Dataset entries:

□ □ □ □ □ □ □

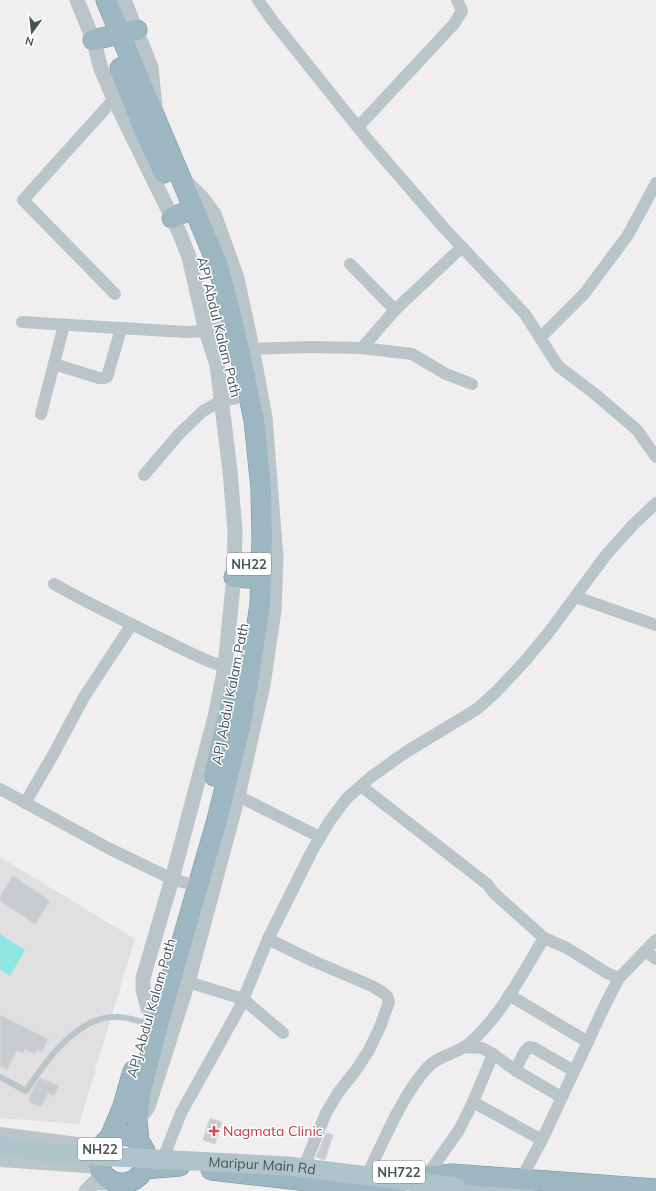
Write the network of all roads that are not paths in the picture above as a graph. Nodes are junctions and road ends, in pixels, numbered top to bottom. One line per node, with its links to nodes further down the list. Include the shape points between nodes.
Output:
1 (77, 0): 7 (street, NH22)
2 (93, 0): 7 (highway, APJ Abdul Kalam Path / NH22)
3 (106, 0): 7 (highway, APJ Abdul Kalam Path / NH22)
4 (124, 0): 7 (street, NH22)
5 (258, 0): 10 (street)
6 (457, 0): 10 (street, via 462,11 454,24)
7 (115, 35): 8 (street, NH22, via 101,69); 9 (highway, APJ Abdul Kalam Path / NH22); 9 (street, NH22, via 152,67)
8 (114, 99): 13 (street, NH22); 16 (street, via 23,200)
9 (147, 110): 11 (highway, APJ Abdul Kalam Path / NH22); 13 (highway, APJ Abdul Kalam Path / NH22, via 145,132)
10 (358, 127): 14 (street)
11 (180, 176): 20 (highway, APJ Abdul Kalam Path / NH22, via 218,266); 23 (street, NH22, via 214,214 237,278)
12 (656, 183): 22 (street, via 628,235 584,294)
13 (177, 216): 20 (highway, APJ Abdul Kalam Path / NH22, via 201,256)
14 (462, 247): 17 (street); 22 (street, via 525,314)
15 (350, 264): 17 (street)
16 (115, 294)
17 (396, 310): 24 (street)
18 (22, 322): 19 (street)
19 (64, 325): 21 (street); 25 (street)
20 (220, 328): 21 (street, via 185,332); 23 (highway, APJ Abdul Kalam Path / NH22); 27 (highway, APJ Abdul Kalam Path / NH22, via 233,373)
21 (121, 329): 25 (street, via 107,377 99,378)
22 (540, 338): 29 (street, via 558,366 637,430)
23 (246, 348): 24 (street); 36 (highway, APJ Abdul Kalam Path / NH22, via 261,489 262,539 260,604)
24 (362, 348): 26 (street, via 412,354 446,374)
25 (54, 364): 28 (street)
26 (472, 384)
27 (229, 399): 30 (street, via 203,411); 36 (highway, APJ Abdul Kalam Path / NH22, via 244,440 250,509 241,578 247,603 243,634)
28 (41, 414)
29 (656, 457)
30 (144, 475)
31 (656, 503): 33 (street, via 606,555)
32 (54, 584): 34 (street)
33 (576, 597): 35 (street); 37 (street, via 525,661 477,709 406,752)
34 (132, 624): 36 (street); 40 (street, via 84,697)
35 (656, 625)
36 (243, 676): 39 (highway, APJ Abdul Kalam Path / NH22, via 241,723); 42 (highway, APJ Abdul Kalam Path / NH22, via 232,696 209,797)
37 (361, 786): 41 (street, via 347,798); 44 (street, via 487,884)
38 (0, 789): 40 (street)
39 (230, 793): 41 (street); 43 (highway, APJ Abdul Kalam Path / NH22, via 216,820)
40 (25, 803): 42 (street, via 108,848)
41 (320, 837): 45 (street)
42 (179, 881): 53 (highway, APJ Abdul Kalam Path / NH22)
43 (199, 908): 50 (street, NH22); 63 (highway, APJ Abdul Kalam Path / NH22, via 146,1070)
44 (544, 938): 49 (street, via 568,948 607,973); 51 (street)
45 (268, 939): 52 (street); 71 (street, via 372,986 387,996 389,1002 369,1050 326,1113)
46 (656, 940): 47 (street)
47 (645, 951): 48 (street); 49 (street)
48 (656, 959)
49 (620, 978): 55 (street)
50 (188, 982): 52 (street); 63 (street, NH22, via 148,1107)
51 (509, 995): 55 (street); 56 (street, via 488,1025)
52 (243, 999): 54 (street); 69 (street, via 181,1113)
53 (148, 1017): 60 (lane, via 99,1019 82,1028 68,1038 44,1065 26,1091); 66 (highway, APJ Abdul Kalam Path / NH22, via 123,1106)
54 (283, 1033)
55 (588, 1042): 59 (street)
56 (464, 1047): 57 (street, via 482,1048); 73 (street, via 435,1061 420,1077 410,1091)
57 (493, 1054): 58 (street); 62 (street)
58 (515, 1070): 59 (street, via 525,1051 534,1048); 61 (street)
59 (574, 1070): 61 (street)
60 (0, 1077)
61 (562, 1096): 65 (street)
62 (473, 1102): 65 (street); 74 (street, via 459,1130)
63 (137, 1120): 67 (highway, NH22)
64 (0, 1133): 66 (street)
65 (542, 1140): 76 (street)
66 (106, 1142): 67 (highway, NH22, via 120,1134 131,1136); 75 (highway, NH22, via 98,1152 97,1158)
67 (141, 1145): 69 (highway, NH722); 72 (highway, NH22, via 146,1158)
68 (0, 1146): 76 (main road, Maripur Main Rd, bridge, via 60,1154 288,1166 456,1187)
69 (166, 1151): 71 (highway, NH722)
70 (0, 1161): 75 (street)
71 (305, 1164): 73 (highway, NH722)
72 (144, 1169): 75 (highway, via 138,1177 129,1182); 78 (highway, NH722, via 180,1166)
73 (370, 1169): 74 (highway, NH722)
74 (426, 1177): 76 (highway, NH722, via 452,1174)
75 (104, 1183)
76 (522, 1185): 77 (highway, NH722)
77 (656, 1189)
78 (396, 1191)

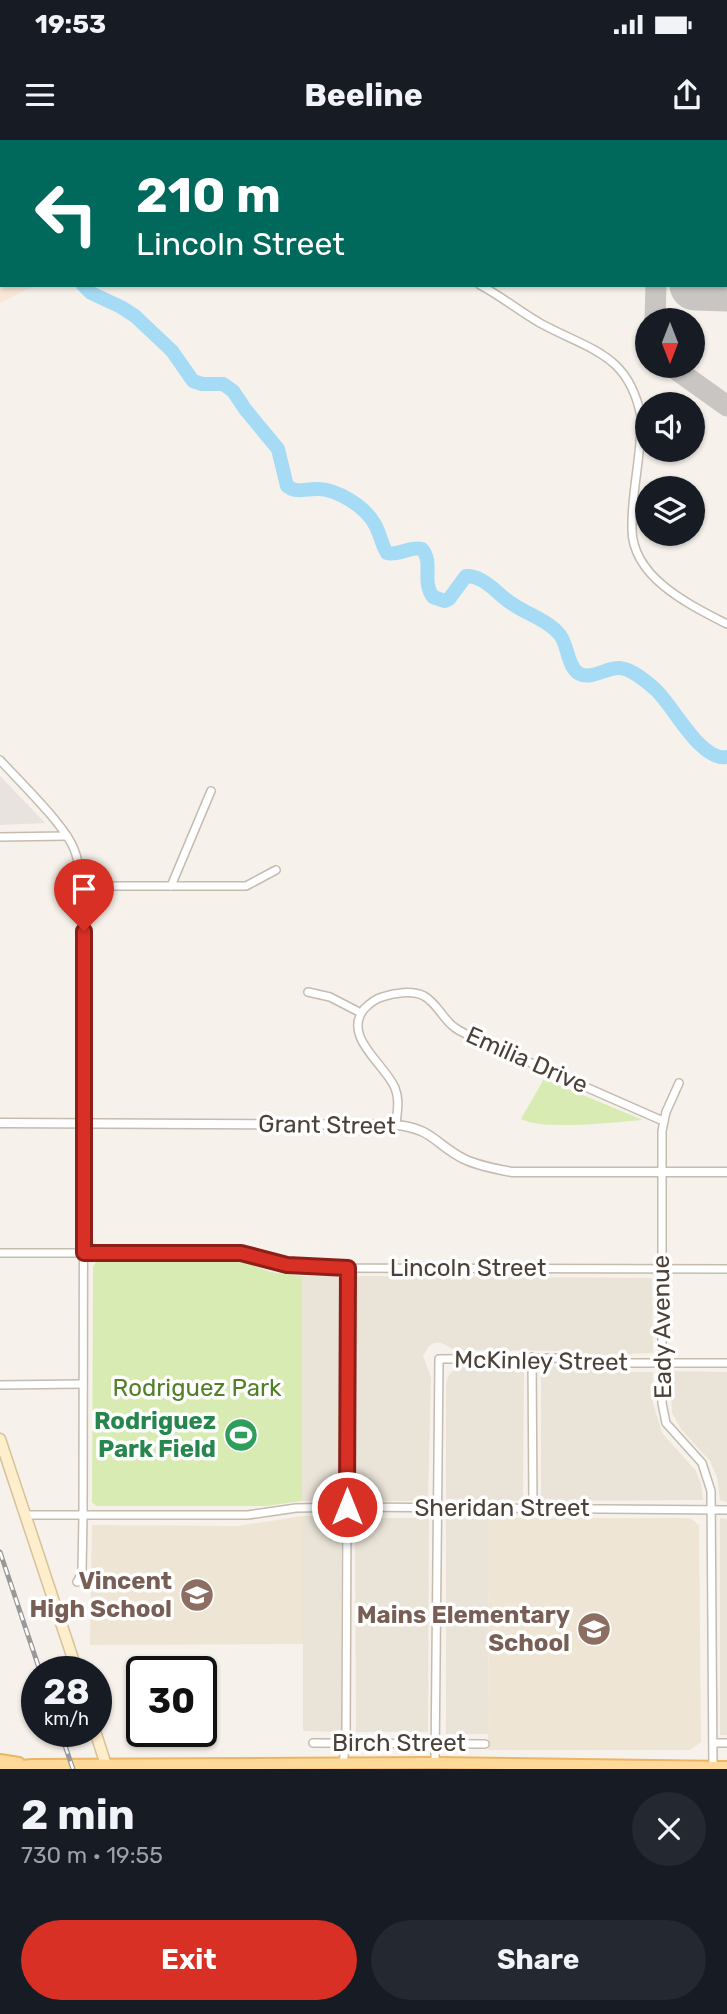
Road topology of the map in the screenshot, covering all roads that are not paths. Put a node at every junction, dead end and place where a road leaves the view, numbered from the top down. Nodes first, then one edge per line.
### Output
1 (483, 287) edge
2 (727, 624) edge
3 (0, 760) edge
4 (211, 792) dead end
5 (67, 836) junction
6 (0, 837) edge
7 (276, 870) dead end
8 (80, 886) junction
9 (172, 886) junction
10 (308, 992) dead end
11 (361, 1013) junction
12 (679, 1083) dead end
13 (663, 1121) junction
14 (0, 1123) edge
15 (83, 1124) junction
16 (396, 1125) junction
17 (661, 1172) junction
18 (727, 1172) edge
19 (0, 1253) edge
20 (84, 1253) junction
21 (348, 1268) junction
22 (661, 1269) junction
23 (727, 1269) edge
24 (532, 1357) junction
25 (661, 1363) junction
26 (727, 1363) edge
27 (83, 1384) junction
28 (0, 1385) edge
29 (0, 1439) edge
30 (347, 1507) junction
31 (438, 1507) junction
32 (533, 1508) junction
33 (711, 1510) junction
34 (727, 1510) edge
35 (26, 1515) junction
36 (83, 1515) junction
37 (77, 1582) dead end
38 (71, 1656) edge
39 (346, 1742) junction
40 (713, 1742) junction
41 (313, 1743) dead end
42 (435, 1743) junction
43 (727, 1743) edge
44 (485, 1744) dead end
45 (100, 1747) edge
46 (0, 1760) edge
47 (343, 1763) junction
48 (435, 1763) junction
49 (32, 1765) junction
50 (106, 1765) junction
51 (309, 1766) edge
52 (0, 1768) edge
53 (713, 1768) edge
54 (727, 1768) edge

1 - 2 street
3 - 5 street
4 - 9 street
5 - 6 street
5 - 8 street
7 - 9 street
8 - 9 street
8 - 15 street
10 - 11 street
11 - 13 street, Emilia Drive
11 - 16 street
12 - 13 street, Eady Avenue
13 - 17 street, Eady Avenue
14 - 15 street, Grant Street
15 - 16 street, Grant Street
15 - 20 street
16 - 17 street, Grant Street
17 - 18 street, Grant Street
17 - 22 street, Eady Avenue
19 - 20 street, Lincoln Street
20 - 21 street, Lincoln Street
20 - 27 street
21 - 22 street, Lincoln Street
21 - 30 street
22 - 23 street, Lincoln Street
22 - 25 street, Eady Avenue
24 - 25 street, McKinley Street
24 - 31 street, McKinley Street
24 - 32 street
25 - 26 street, McKinley Street
25 - 33 street, Eady Avenue
27 - 28 street
27 - 36 street
29 - 35 main road
30 - 31 street, Sheridan Street
30 - 36 street, Sheridan Street
30 - 39 street
31 - 32 street, Sheridan Street
31 - 42 street
32 - 33 street, Sheridan Street
33 - 34 street, Sheridan Street
33 - 40 street, Eady Avenue
35 - 36 street, Sheridan Street
35 - 38 main road
36 - 37 street
39 - 41 street, Birch Street
39 - 42 street, Birch Street
39 - 47 street
40 - 43 street
40 - 53 street, Eady Avenue
42 - 44 street, Birch Street
42 - 48 street
45 - 50 main road
46 - 49 main road
47 - 48 main road
47 - 51 main road
48 - 53 main road
49 - 50 main road
49 - 52 main road
50 - 51 main road
53 - 54 main road

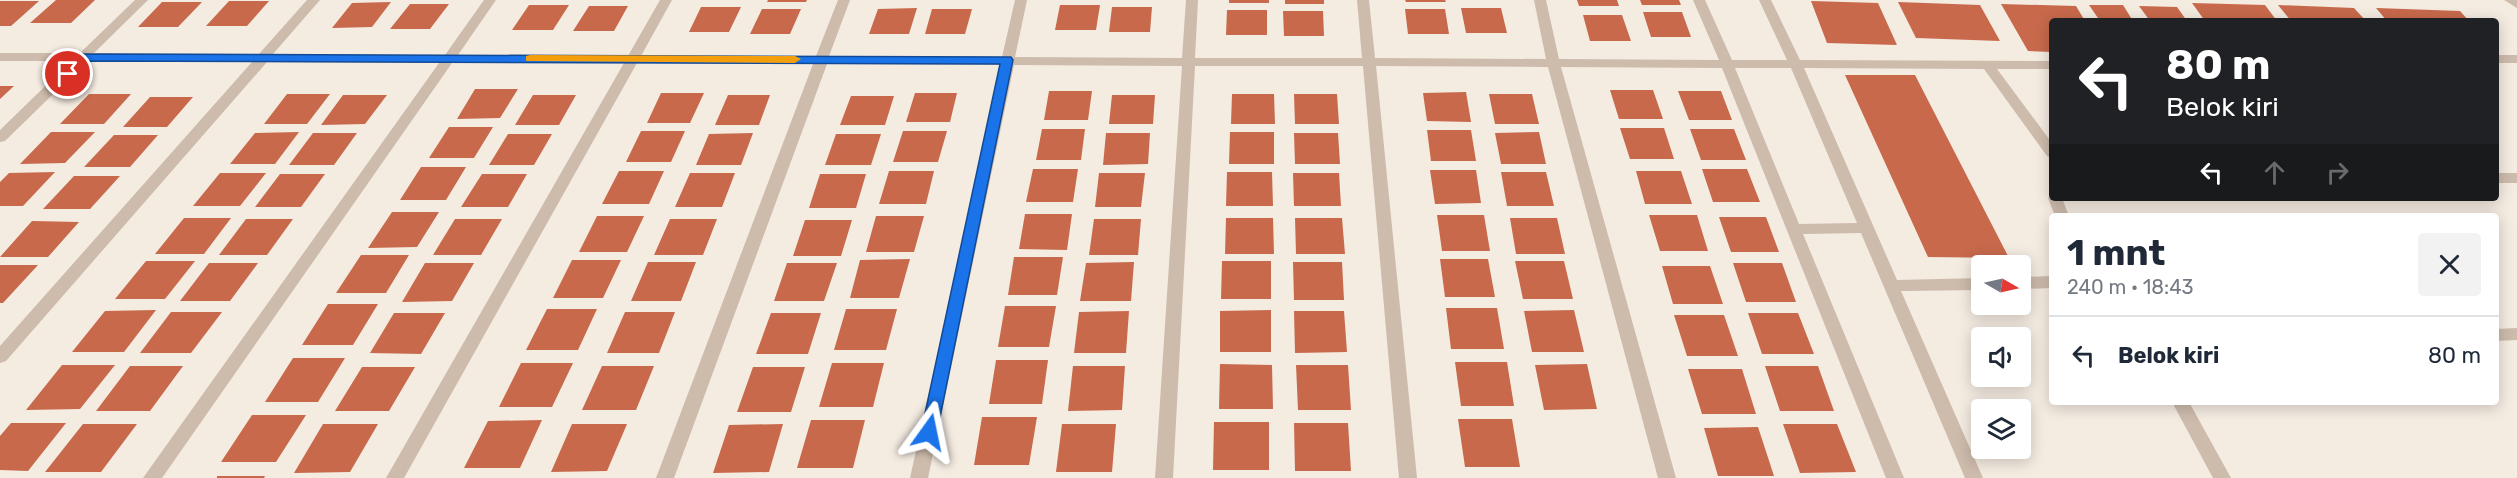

□ □ □ □ □ □ □

> [INSTRUCTIONS FOR THE TASK]: Read the entries and show each line that mentions "Lincoln".

> [REPLY]:
19 - 20 street, Lincoln Street
20 - 21 street, Lincoln Street
21 - 22 street, Lincoln Street
22 - 23 street, Lincoln Street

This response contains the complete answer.